Select Page

The baby I have been writing about, my first child, was born safe and well on January 7th 1965 – Andrew Walter Tudway.

Early on the morning of the 5th I seemed to start in labour and was admitted to the maternity unit. There, I was prepared, known in those days as being given an OBE – Oil, Bath and Enema! At that point, the labour process promptly stopped and I was sent home again. This is apparently quite common, but I was devastated and cried all afternoon. So did Roger.

Two days later, on the 7th of January 1966, we did the whole thing again, OBE and all. Andrew Walter Tudway was born that afternoon after a long but normal labour, with a thatch of strawberry blond hair and big purple feet. Nothing else seemed to matter at all. Clean wiped. A new start.

I remember Aunty Joyce and my father creeping in to see me; later on, my brother John, then Bob and Winifred Tudway, my in-laws.

The very next morning, the nurse encouraged me to wrap the baby up warmly and take him to see my mother, which involved wheeling him outside for a short way through the hospital grounds. Mummy was lucid and took great pleasure in seeing us.

I also have a lovely memory of my elderly father sitting the baby on his knee and showing me how to burp him, his hands very gentle and his pride in this, his second grandchild, very evident.

I was kept in hospital for nearly two weeks; the normal practice for those times, now long discontinued. I had visitors but it was all curiously muted. Most of our young colleagues didn’t really know what to say – should they be happy for us with a new baby in the circumstances? Was my husband a nutcase? What could they say about my mother, who none of them knew as a person but knew to be dying on another ward? Much easier not to come, or to call in and out very quickly.
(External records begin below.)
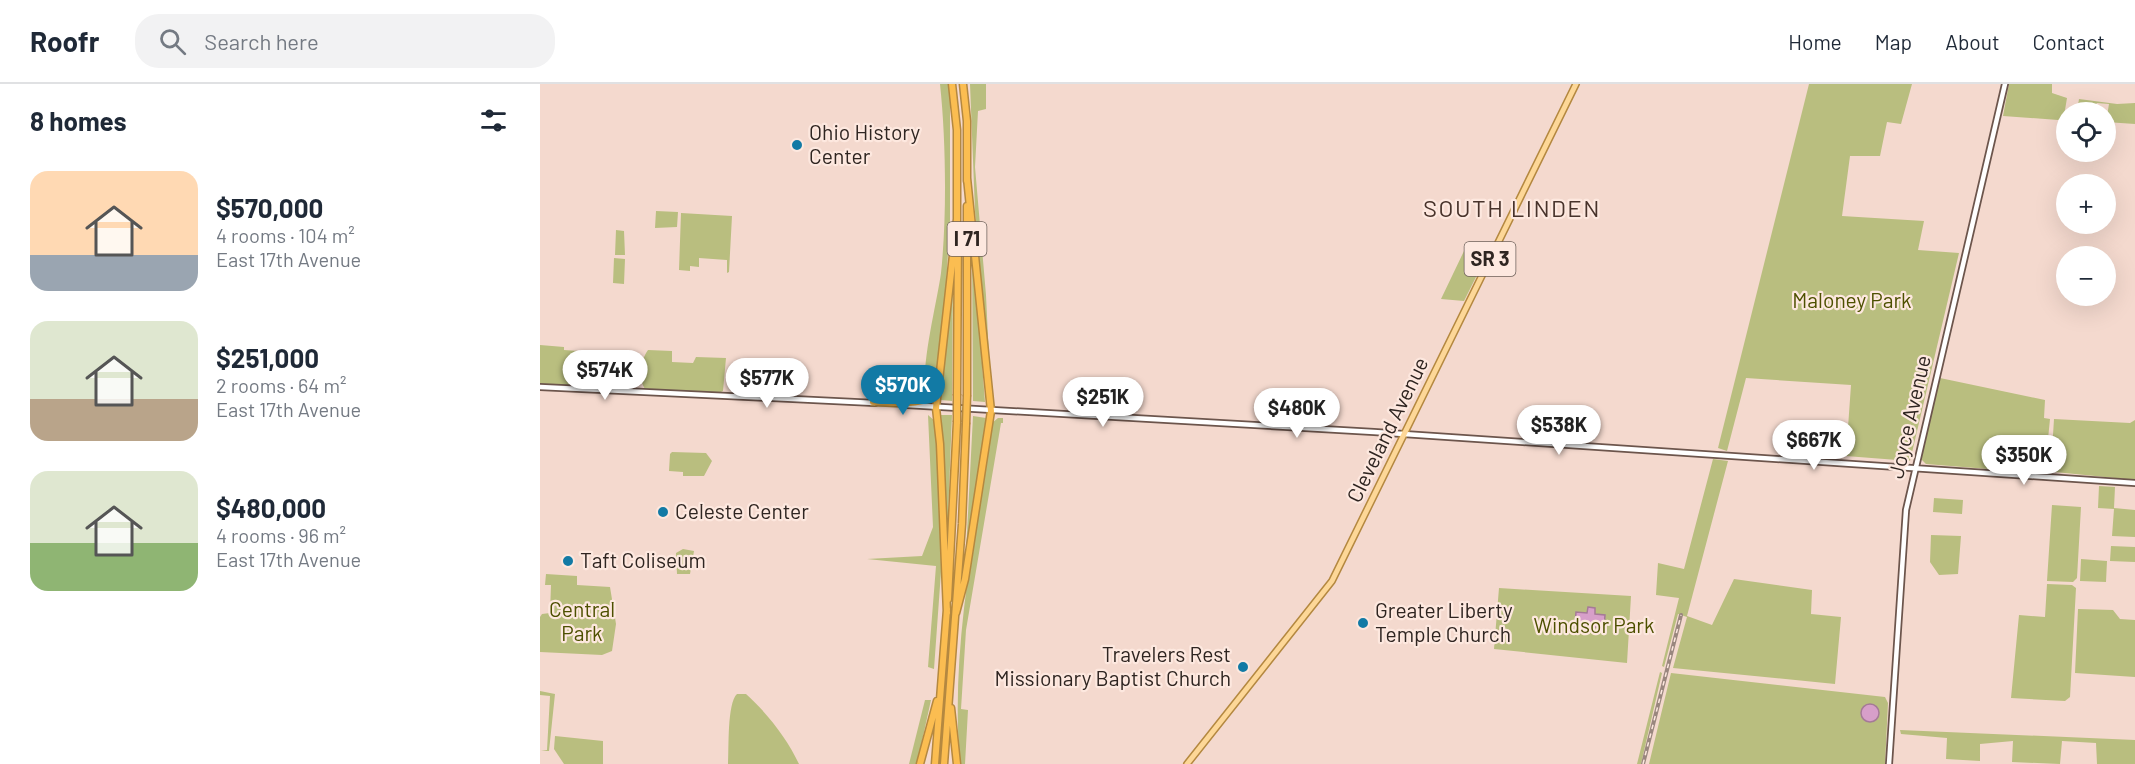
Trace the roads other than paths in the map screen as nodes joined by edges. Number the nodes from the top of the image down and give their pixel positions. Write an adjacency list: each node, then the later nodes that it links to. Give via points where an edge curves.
1 (952, 84): 6 (highway, I 71, via 957,130)
2 (963, 84): 5 (highway, I 71)
3 (1576, 84): 12 (main road, Cleveland Avenue / SR 3)
4 (2005, 84): 13 (street, Joyce Avenue)
5 (967, 178): 11 (highway); 16 (highway, I 71, bridge, via 967,394)
6 (957, 219): 7 (highway); 15 (highway, I 71, bridge, via 957,422)
7 (940, 385): 9 (highway, via 933,397 922,402); 10 (highway)
8 (540, 387): 9 (street)
9 (873, 402): 10 (street)
10 (936, 408): 11 (street); 15 (highway)
11 (991, 411): 12 (street); 16 (highway, via 965,579)
12 (1405, 434): 13 (street); 23 (main road, Cleveland Avenue / SR 3, via 1324,594)
13 (1915, 467): 14 (street); 24 (street, Joyce Avenue, via 1903,543)
14 (2135, 483)
15 (947, 613): 17 (highway, I 71)
16 (956, 613): 18 (highway, I 71)
17 (940, 692): 19 (highway); 20 (highway, I 71)
18 (949, 693): 21 (highway, I 71); 22 (highway)
19 (920, 764)
20 (935, 764)
21 (944, 764)
22 (957, 764)
23 (1186, 764)
24 (1889, 764)

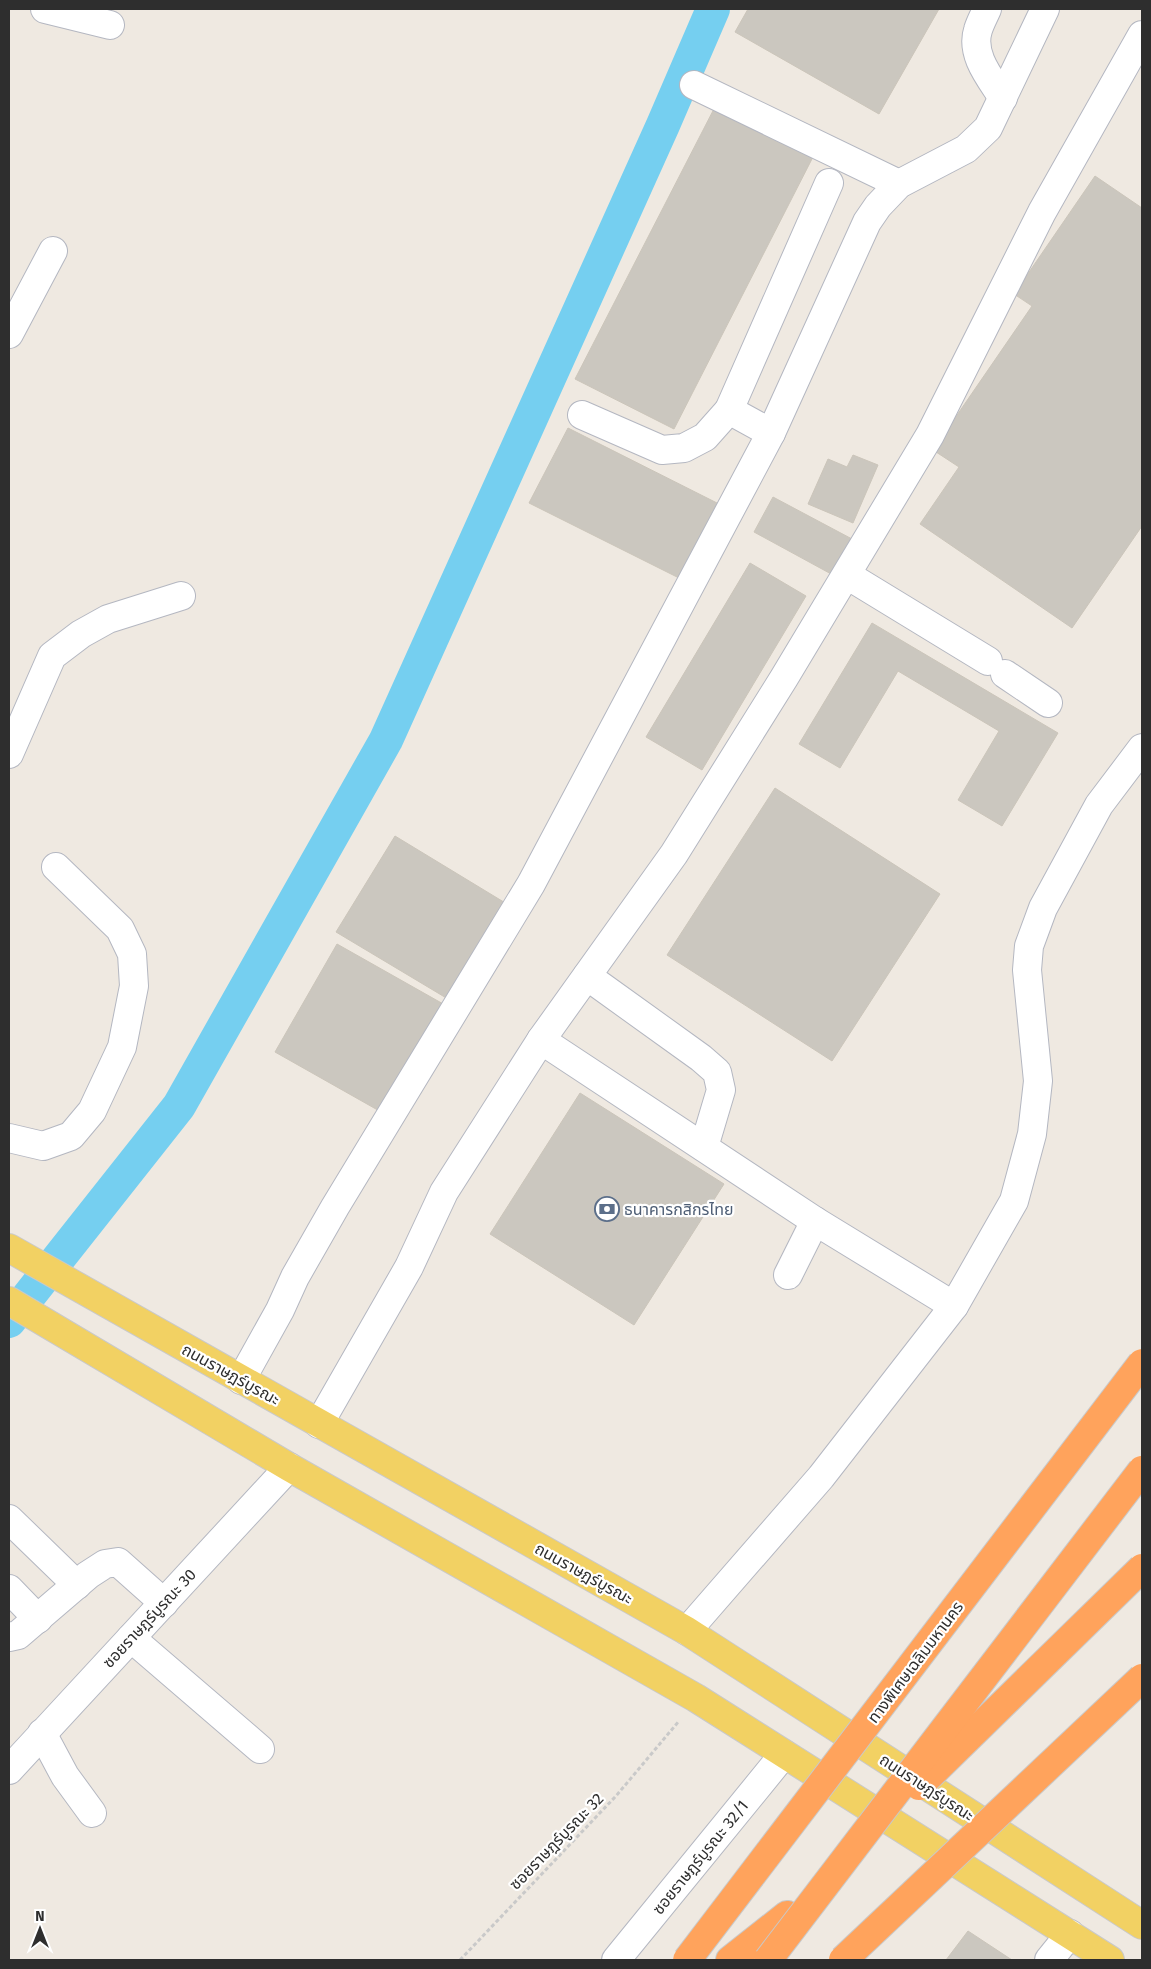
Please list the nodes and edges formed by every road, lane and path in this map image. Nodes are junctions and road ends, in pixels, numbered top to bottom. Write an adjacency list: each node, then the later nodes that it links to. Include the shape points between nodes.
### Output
1 (45, 9): 4 (street)
2 (988, 9): 7 (street, via 977,32 976,49 984,69)
3 (1045, 9): 7 (street)
4 (110, 25)
5 (1142, 35): 15 (street, via 1042,212 930,435)
6 (694, 85): 9 (street)
7 (1003, 98): 9 (street, via 988,128 966,149)
8 (829, 183): 12 (street)
9 (899, 184): 14 (street, via 867,222)
10 (53, 251): 11 (street)
11 (9, 334)
12 (729, 410): 13 (street, via 705,437 684,448 662,450); 14 (street)
13 (582, 414)
14 (771, 433): 31 (street, via 531,884 335,1207)
15 (847, 575): 17 (street); 21 (street, via 674,854)
16 (181, 596): 19 (street, via 108,619 52,656)
17 (1048, 703)
18 (1142, 748): 29 (street, via 1098,805 1043,908 1029,946 1027,970 1038,1081 1032,1134 1014,1201)
19 (9, 754)
20 (56, 867): 23 (street, via 120,929 132,954 134,986 122,1048 92,1111 71,1136 43,1146)
21 (587, 976): 22 (street); 24 (street, via 718,1072 721,1090)
22 (541, 1040): 24 (street); 32 (street, via 444,1192 409,1268)
23 (9, 1138)
24 (704, 1147): 25 (street)
25 (815, 1222): 27 (street); 29 (street)
26 (9, 1248): 31 (main road, ถนนราษฎร์บูรณะ)
27 (788, 1275)
28 (11, 1302): 33 (main road)
29 (954, 1306): 41 (street, via 821,1477)
30 (1142, 1363): 57 (highway, ทางพิเศษเฉลิมมหานคร, bridge)
31 (241, 1380): 32 (main road, ถนนราษฎร์บูรณะ)
32 (319, 1424): 41 (main road, ถนนราษฎร์บูรณะ)
33 (289, 1467): 39 (street, ซอยราษฎร์บูรณะ 30); 48 (main road, via 696,1698)
34 (1142, 1470): 60 (highway, bridge)
35 (9, 1519): 37 (street)
36 (1142, 1568): 52 (highway, bridge)
37 (77, 1585): 39 (street, via 105,1564 118,1562); 40 (street)
38 (9, 1589): 40 (street)
39 (164, 1603): 43 (street, ซอยราษฎร์บูรณะ 30)
40 (38, 1618): 42 (street, via 18,1636)
41 (687, 1631): 53 (main road, ถนนราษฎร์บูรณะ)
42 (9, 1637)
43 (131, 1638): 45 (street, ซอยราษฎร์บูรณะ 30); 47 (street)
44 (1142, 1678): 61 (highway, bridge)
45 (42, 1733): 49 (street, ซอยราษฎร์บูรณะ 30); 50 (street)
46 (667, 1736): 55 (path, ซอยราษฎร์บูรณะ 32, via 616,1796)
47 (260, 1749)
48 (784, 1754): 51 (main road); 56 (street, ซอยราษฎร์บูรณะ 32/1)
49 (9, 1770)
50 (92, 1813)
51 (937, 1850): 54 (main road); 62 (street)
52 (787, 1915): 58 (highway); 59 (highway)
53 (1142, 1925)
54 (1070, 1934): 63 (street); 64 (main road)
55 (460, 1960)
56 (616, 1960)
57 (687, 1960)
58 (730, 1960)
59 (739, 1960)
60 (768, 1960)
61 (844, 1960)
62 (854, 1960)
63 (1049, 1960)
64 (1110, 1960)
I didn’t understand this at the time. A baby trumps everything else and the hormones ensure that the mother’s attention is totally focused on the joy of having the baby at last. I was quite hurt and upset at the time. I had kind of expected lots of flowers and presents and there was hardly anything tangible. Still, I had Andrew and was in a happy bubble for a while, only marred by having difficulty breastfeeding and having to give bottle supplements.

Going home was another matter. I found the weeks after that very difficult. I hadn’t a clue about baby care, stayed glued to Dr Spock and found the hormonal variations totally impossible to cope with. New parents are also very, very tired all the time; living in a twilight state even worse than that of the average house officer. I tried to visit my mother, knowing her time might not be long, but almost unable to let it affect me. That time is all very blurred. I can’t even remember how long she stayed in the hospital, or whether she went back to the nursing home.

Her death was expected. We were phoned up at the flat and told in the early morning that she had gone. After a while, I slept fitfully again.

I dreamt that I was in my parent’s bedroom in Gardole, the house in Croydon and room in which I had been born, my childhood home. I could see the worn carpet with its plum and ochre pattern very clearly, and my father’s writing desk and battered typewriter. My mother came to me looking well, in her old blue dressing gown. She held me in her arms and we were the same height, so we rested our cheeks against each other. I remembered what it had been like when she held me as a little child, how warm and protective she had been, the safest place in the universe. I remembered how in her long illness she had been reduced; shrunken, fragile, fearful and shaking, and how I would hold her gingerly, overwhelmed with grief and panic myself; no use to her. Now she was healed and strong, I had no more fear or revulsion of her or of myself and we were equals.

My mother said to me, in that dream, “You know I can never come out of this room anymore, but I will always be in here. If you ever need me, you can come to me.”

When I woke I knew I had been given a very good dream, predicting a relationship of maturity within my true self, though not to be realised fully for many decades.

Indeed, we were to need all the comfort we could get. Two days before my mother’s funeral my father had a heart attack and died. My brother had been with him and taken him to hospital, but there had been no time for anything else. At our mother’s funeral, therefore, it was John’s sad task to announce our father’s sudden and unexpected death and the tentative date of the funeral.

For me, that day is a blur, as I held my six-week-old baby firmly cradled in my arms the whole time, letting it all wash over me, helped by Aunty Joyce, my mother’s younger sister. She came early to the flat to take me to the church. I had no suitable dark mourning clothes, all mine were brightly coloured. Anyway, I remember crying afresh at the very idea of surrounding my lovely, magical little boy with anything dark and threatening, I wanted to wear my everyday bright yellow duster coat. My wonderful aunt said simply, “You and John are the chief mourners. It is up to you what you wear, for there’s no-one else who can be offended.”

Years later, when I talked to older relatives who remembered the funeral they told me that the sight of the child held within a circle of bright yellow, shining in the front row of the dark, gloomy church, was the most moving thing about the day, and of their memories of my mother’s funeral. Dorothy Mary Kapp, nee Wilkins, Rest in Peace.